-- Task details --
Line by line, transcribe the data shown below.

[Items from a dataset]
--- --- ---

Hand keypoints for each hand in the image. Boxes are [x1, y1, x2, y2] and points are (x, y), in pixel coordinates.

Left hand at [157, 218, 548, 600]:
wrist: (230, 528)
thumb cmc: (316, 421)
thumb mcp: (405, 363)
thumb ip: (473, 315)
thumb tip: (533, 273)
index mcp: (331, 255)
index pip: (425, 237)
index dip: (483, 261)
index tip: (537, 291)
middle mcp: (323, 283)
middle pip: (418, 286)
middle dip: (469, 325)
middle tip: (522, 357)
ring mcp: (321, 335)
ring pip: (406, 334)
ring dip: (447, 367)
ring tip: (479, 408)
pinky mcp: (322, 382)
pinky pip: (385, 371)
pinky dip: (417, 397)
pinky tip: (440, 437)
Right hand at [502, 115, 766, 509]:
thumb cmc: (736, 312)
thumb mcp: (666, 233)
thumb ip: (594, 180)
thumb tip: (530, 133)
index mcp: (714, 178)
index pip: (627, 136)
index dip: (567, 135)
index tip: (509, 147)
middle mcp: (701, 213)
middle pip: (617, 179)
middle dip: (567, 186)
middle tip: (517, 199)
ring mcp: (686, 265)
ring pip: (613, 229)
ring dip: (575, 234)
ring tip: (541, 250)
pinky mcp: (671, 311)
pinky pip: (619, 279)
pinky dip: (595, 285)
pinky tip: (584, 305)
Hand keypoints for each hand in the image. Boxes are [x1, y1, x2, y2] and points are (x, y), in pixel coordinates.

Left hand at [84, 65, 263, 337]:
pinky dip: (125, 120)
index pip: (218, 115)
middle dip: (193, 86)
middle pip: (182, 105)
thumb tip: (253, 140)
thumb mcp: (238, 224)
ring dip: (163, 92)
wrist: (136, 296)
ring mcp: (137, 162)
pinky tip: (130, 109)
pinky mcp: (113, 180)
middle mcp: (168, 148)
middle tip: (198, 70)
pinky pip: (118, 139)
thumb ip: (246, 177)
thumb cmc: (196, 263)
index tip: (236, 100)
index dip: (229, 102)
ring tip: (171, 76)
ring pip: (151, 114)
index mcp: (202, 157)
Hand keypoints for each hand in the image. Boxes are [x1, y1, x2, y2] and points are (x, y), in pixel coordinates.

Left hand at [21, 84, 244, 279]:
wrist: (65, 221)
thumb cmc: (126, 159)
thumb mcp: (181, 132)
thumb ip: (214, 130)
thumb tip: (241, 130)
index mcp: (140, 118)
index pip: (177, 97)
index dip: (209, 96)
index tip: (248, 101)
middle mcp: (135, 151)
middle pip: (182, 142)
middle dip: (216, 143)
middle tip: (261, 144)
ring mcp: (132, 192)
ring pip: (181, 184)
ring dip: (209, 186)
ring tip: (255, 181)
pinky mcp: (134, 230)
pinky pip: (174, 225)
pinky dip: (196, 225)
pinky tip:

--- --- ---

-- Output --
Hand keypoints for each hand in the image. Boxes are [x1, y1, x2, y2] and points are (x, y), in pixel coordinates.

Left hand at [157, 218, 548, 600]:
wrist: (230, 528)
thumb cmc: (316, 421)
thumb mcp: (405, 363)
thumb ip: (473, 315)
thumb tip: (533, 273)
index mcp: (331, 255)
index pip: (425, 237)
index dip: (483, 261)
index tip: (537, 291)
middle mcp: (323, 283)
middle pip: (418, 286)
middle dip: (469, 325)
middle tip: (522, 357)
ring mcp: (321, 335)
ring pip: (406, 334)
ring dip: (447, 367)
ring tip: (479, 408)
pinky mcp: (322, 382)
pinky pip: (385, 371)
pinky dip: (417, 397)
pinky tip: (440, 437)
Right hand at [502, 115, 766, 509]:
thumb cmc: (736, 312)
thumb mcp: (666, 233)
thumb ip: (594, 180)
thumb tip: (530, 133)
index mcp: (714, 178)
index pip: (627, 136)
index dip: (567, 135)
index tip: (509, 147)
middle mcp: (701, 213)
middle pip: (617, 179)
middle dip: (567, 186)
middle tip: (517, 199)
ring mcp: (686, 265)
ring pip: (613, 229)
ring dip: (575, 234)
ring tip: (541, 250)
pinky mcp: (671, 311)
pinky pip: (619, 279)
pinky dip: (595, 285)
pinky tip: (584, 305)
Hand keypoints for each hand in the image. Boxes are [x1, y1, x2, y2] and points are (x, y), in pixel coordinates.

Left hand at [84, 65, 263, 337]:
pinky dip: (125, 120)
index pip: (218, 115)
middle dip: (193, 86)
middle pip: (182, 105)
thumb tip: (253, 140)
thumb mcp: (238, 224)
ring dip: (163, 92)
wrist: (136, 296)
ring mcp: (137, 162)
pinky tip: (130, 109)
pinky mcp: (113, 180)
middle mcp: (168, 148)
middle tip: (198, 70)
pinky pip: (118, 139)
thumb ip: (246, 177)
thumb cmc: (196, 263)
index tip: (236, 100)
index dip: (229, 102)
ring tip: (171, 76)
ring pip: (151, 114)
index mcp: (202, 157)
Hand keypoints for each hand in the image. Boxes are [x1, y1, x2, y2] and points are (x, y), in pixel coordinates.

Left hand at [21, 84, 244, 279]:
wrist: (65, 221)
thumb cmc: (126, 159)
thumb mcp: (181, 132)
thumb ip: (214, 130)
thumb tip: (241, 130)
index mcp: (140, 118)
index pip: (177, 97)
index dip: (209, 96)
index tip: (248, 101)
middle mcp: (135, 151)
middle pip: (182, 142)
middle dip: (216, 143)
middle tip: (261, 144)
ring mcp: (132, 192)
ring pip: (181, 184)
ring dip: (209, 186)
ring tip: (255, 181)
pinky mcp: (134, 230)
pinky pip: (174, 225)
pinky dip: (196, 225)
pinky tip:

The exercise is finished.